Und der inzwischen zurückgetretene Herr Friedrich, früher Innen-, zuletzt Landwirtschaftsminister. Er hatte in seiner Zeit als Innenminister nichts Besseres zu tun als einen ihm dienstlich bekannt gewordenen Verdacht gegen den SPD-Abgeordneten Herrn Edathy sofort an Herrn Gabriel weiterzugeben. Er habe dies wegen der politischen Dimension getan.

Herr Friedrich wollte somit der SPD einen Gefallen tun, damit nicht ein Politiker in ein Amt kommt, der möglicherweise Probleme mit dem Gesetz hat. Dies ist jedoch kein Grund ein Amtsgeheimnis zu brechen. Er hätte darauf dringen müssen, dass die zuständige Staatsanwaltschaft beim Bundestag die Aufhebung der Immunität beantragt oder er hätte den Mund halten müssen. Das Amtsgeheimnis unterliegt nun mal nicht dem politischen Opportunismus.

Aber nein, Herr Minister Friedrich hat den Weg von Klatsch und Tratsch gewählt. Er ist zu Recht zurückgetreten.

Aber was ist mit Herrn Oppermann, der von Herrn Gabriel informiert wurde und den ich bereits oben bei der Staatsräson zur Steuerzahlung erwähnt habe?

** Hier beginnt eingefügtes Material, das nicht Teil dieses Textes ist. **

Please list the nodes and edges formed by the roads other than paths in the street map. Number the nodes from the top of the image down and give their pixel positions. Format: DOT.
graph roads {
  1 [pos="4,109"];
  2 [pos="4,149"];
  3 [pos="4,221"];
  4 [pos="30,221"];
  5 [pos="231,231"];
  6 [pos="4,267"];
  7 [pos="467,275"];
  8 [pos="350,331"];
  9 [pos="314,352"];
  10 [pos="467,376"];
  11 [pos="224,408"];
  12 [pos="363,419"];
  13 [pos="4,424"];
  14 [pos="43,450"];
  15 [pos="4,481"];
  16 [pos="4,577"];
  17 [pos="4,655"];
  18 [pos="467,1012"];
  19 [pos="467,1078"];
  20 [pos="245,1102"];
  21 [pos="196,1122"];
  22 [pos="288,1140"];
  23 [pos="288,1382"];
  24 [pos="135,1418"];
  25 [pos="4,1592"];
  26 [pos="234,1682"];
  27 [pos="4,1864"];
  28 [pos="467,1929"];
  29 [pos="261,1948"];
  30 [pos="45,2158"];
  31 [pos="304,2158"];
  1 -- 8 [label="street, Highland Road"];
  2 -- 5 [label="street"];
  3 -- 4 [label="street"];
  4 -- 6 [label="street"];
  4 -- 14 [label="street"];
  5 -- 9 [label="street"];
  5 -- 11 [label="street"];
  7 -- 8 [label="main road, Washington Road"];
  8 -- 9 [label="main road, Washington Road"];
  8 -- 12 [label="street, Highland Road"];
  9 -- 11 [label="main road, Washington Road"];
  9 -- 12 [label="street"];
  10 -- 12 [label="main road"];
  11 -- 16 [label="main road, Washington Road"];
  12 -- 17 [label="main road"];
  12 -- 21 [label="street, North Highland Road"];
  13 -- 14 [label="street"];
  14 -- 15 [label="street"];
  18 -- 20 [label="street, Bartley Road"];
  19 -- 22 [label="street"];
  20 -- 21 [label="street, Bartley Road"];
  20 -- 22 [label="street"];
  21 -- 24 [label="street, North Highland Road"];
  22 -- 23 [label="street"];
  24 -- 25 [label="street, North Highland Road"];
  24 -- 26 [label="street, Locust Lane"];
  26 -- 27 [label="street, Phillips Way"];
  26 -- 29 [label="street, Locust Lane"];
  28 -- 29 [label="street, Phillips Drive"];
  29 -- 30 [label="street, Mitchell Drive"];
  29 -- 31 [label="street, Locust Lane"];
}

Herr Oppermann hatte zunächst nichts Besseres zu tun als beim Chef des Bundeskriminalamtes anzurufen und nachzufragen, was denn an der ihm gegebenen Information dran sei. Nun sollte man zunächst wissen, dass der Chef des BKA, Herr Ziercke, auch der SPD angehört. Er hat sich vielleicht erhofft, von Parteifreund zu Parteifreund nähere Informationen zu erhalten.

In einer ersten Erklärung hat er folgendes geäußert: „Ich habe mir diese Informationen im Oktober 2013 in einem Telefonat von BKA-Präsident Jörg Ziercke bestätigen lassen.“

Herr Ziercke hat sich dazu wie folgt geäußert: „Diese Darstellung habe ich mir angehört, aber Herrn Oppermann diese weder bestätigt noch Informationen zum Sachverhalt mitgeteilt.“

Wenn das nicht ein veritabler Widerspruch ist, der einen zu dem Ergebnis bringt, dass einer von beiden nicht die Wahrheit sagt? Und natürlich rudert Herr Oppermann auch schon zurück: Herr Ziercke habe ihm keine Einzelheiten genannt, dieser habe die Informationen nicht kommentiert.

Die erste Mitteilung von Herrn Oppermann war demnach falsch. Sie sollte wohl als Nebelkerze wirken, aber der Nebel hat sich schneller verzogen als Herrn Oppermann lieb sein konnte.

Wer so die Öffentlichkeit an der Nase herumführt kann auch nur zurücktreten.

Diese Politiker, ich schreibe bewusst nicht die Politiker, tragen dazu bei, dass die Politik bei den Menschen in Verruf gerät. Wenn das Gesetz nur noch dann einzuhalten ist, wenn es opportun ist, wenn Steuerbetrug mit Kapitalverbrechen gleichgesetzt, ja sogar schlimmer als diese angesehen wird (Staatsräson), dann hat der Bürger irgendwann das Gefühl, dass es einigen Personen nur noch um die Macht und die Mittel zu deren Erhaltung geht.

Dies gilt auch dafür, dass dieselben Politiker gegen die Ausspähungen der NSA wettern, die in Deutschland die Vorratsdatenspeicherung einführen wollen. Die eine Rentenwohltat, mit einem Rechtsbruch begonnen haben. Die Große Koalition ist wahrlich kein Segen für dieses Land.

Und was tut der Bürger? Er wendet sich mit Grausen und wird bei der Europawahl seinen Protest zum Ausdruck bringen. Sozusagen auch als Mittel zum Zweck.